→ Data provided
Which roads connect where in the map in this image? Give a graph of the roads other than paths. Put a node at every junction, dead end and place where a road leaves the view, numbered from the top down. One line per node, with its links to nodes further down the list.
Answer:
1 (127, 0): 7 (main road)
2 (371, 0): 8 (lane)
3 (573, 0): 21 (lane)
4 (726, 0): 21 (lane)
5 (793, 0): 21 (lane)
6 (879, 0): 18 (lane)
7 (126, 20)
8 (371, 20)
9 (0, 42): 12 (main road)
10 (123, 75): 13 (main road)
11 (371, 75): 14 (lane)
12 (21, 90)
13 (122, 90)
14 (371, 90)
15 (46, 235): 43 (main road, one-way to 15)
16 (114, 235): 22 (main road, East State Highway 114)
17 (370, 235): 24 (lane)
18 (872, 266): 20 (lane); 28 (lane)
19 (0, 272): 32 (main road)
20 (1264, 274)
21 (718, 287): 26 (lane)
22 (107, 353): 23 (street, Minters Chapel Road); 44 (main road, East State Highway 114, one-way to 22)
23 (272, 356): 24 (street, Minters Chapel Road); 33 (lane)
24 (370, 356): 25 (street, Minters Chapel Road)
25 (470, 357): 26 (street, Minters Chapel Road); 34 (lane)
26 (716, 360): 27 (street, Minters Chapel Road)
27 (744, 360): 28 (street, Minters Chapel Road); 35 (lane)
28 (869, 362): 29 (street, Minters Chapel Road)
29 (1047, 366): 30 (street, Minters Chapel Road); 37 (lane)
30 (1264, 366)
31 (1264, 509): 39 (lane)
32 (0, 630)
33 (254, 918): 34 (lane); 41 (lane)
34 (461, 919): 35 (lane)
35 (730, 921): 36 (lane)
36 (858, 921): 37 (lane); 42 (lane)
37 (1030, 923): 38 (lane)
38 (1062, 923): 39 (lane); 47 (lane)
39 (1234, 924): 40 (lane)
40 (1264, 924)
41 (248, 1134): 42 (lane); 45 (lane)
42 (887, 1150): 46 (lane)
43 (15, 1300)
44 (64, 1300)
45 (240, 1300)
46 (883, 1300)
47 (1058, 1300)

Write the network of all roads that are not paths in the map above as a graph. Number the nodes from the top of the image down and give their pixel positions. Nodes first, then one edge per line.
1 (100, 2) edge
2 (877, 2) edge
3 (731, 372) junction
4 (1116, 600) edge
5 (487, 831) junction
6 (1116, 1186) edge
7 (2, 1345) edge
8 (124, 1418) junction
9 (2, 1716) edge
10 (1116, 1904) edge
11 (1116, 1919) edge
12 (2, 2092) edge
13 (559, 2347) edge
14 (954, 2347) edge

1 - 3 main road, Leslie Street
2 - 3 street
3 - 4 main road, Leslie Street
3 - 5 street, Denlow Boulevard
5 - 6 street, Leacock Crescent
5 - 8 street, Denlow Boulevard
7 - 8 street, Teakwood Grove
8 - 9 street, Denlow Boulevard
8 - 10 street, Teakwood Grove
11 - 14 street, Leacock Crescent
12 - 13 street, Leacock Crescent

→ Aim of the exercise
Transcribe all of the material exactly as it appears.

→ Result of this task
Which roads connect where in the map in this image? Give a graph of the roads other than paths. Put a node at every junction, dead end and place where a road leaves the view, numbered from the top down. One line per node, with its links to nodes further down the list.
Answer:
1 (127, 0): 7 (main road)
2 (371, 0): 8 (lane)
3 (573, 0): 21 (lane)
4 (726, 0): 21 (lane)
5 (793, 0): 21 (lane)
6 (879, 0): 18 (lane)
7 (126, 20)
8 (371, 20)
9 (0, 42): 12 (main road)
10 (123, 75): 13 (main road)
11 (371, 75): 14 (lane)
12 (21, 90)
13 (122, 90)
14 (371, 90)
15 (46, 235): 43 (main road, one-way to 15)
16 (114, 235): 22 (main road, East State Highway 114)
17 (370, 235): 24 (lane)
18 (872, 266): 20 (lane); 28 (lane)
19 (0, 272): 32 (main road)
20 (1264, 274)
21 (718, 287): 26 (lane)
22 (107, 353): 23 (street, Minters Chapel Road); 44 (main road, East State Highway 114, one-way to 22)
23 (272, 356): 24 (street, Minters Chapel Road); 33 (lane)
24 (370, 356): 25 (street, Minters Chapel Road)
25 (470, 357): 26 (street, Minters Chapel Road); 34 (lane)
26 (716, 360): 27 (street, Minters Chapel Road)
27 (744, 360): 28 (street, Minters Chapel Road); 35 (lane)
28 (869, 362): 29 (street, Minters Chapel Road)
29 (1047, 366): 30 (street, Minters Chapel Road); 37 (lane)
30 (1264, 366)
31 (1264, 509): 39 (lane)
32 (0, 630)
33 (254, 918): 34 (lane); 41 (lane)
34 (461, 919): 35 (lane)
35 (730, 921): 36 (lane)
36 (858, 921): 37 (lane); 42 (lane)
37 (1030, 923): 38 (lane)
38 (1062, 923): 39 (lane); 47 (lane)
39 (1234, 924): 40 (lane)
40 (1264, 924)
41 (248, 1134): 42 (lane); 45 (lane)
42 (887, 1150): 46 (lane)
43 (15, 1300)
44 (64, 1300)
45 (240, 1300)
46 (883, 1300)
47 (1058, 1300)

Write the network of all roads that are not paths in the map above as a graph. Number the nodes from the top of the image down and give their pixel positions. Nodes first, then one edge per line.
1 (100, 2) edge
2 (877, 2) edge
3 (731, 372) junction
4 (1116, 600) edge
5 (487, 831) junction
6 (1116, 1186) edge
7 (2, 1345) edge
8 (124, 1418) junction
9 (2, 1716) edge
10 (1116, 1904) edge
11 (1116, 1919) edge
12 (2, 2092) edge
13 (559, 2347) edge
14 (954, 2347) edge

1 - 3 main road, Leslie Street
2 - 3 street
3 - 4 main road, Leslie Street
3 - 5 street, Denlow Boulevard
5 - 6 street, Leacock Crescent
5 - 8 street, Denlow Boulevard
7 - 8 street, Teakwood Grove
8 - 9 street, Denlow Boulevard
8 - 10 street, Teakwood Grove
11 - 14 street, Leacock Crescent
12 - 13 street, Leacock Crescent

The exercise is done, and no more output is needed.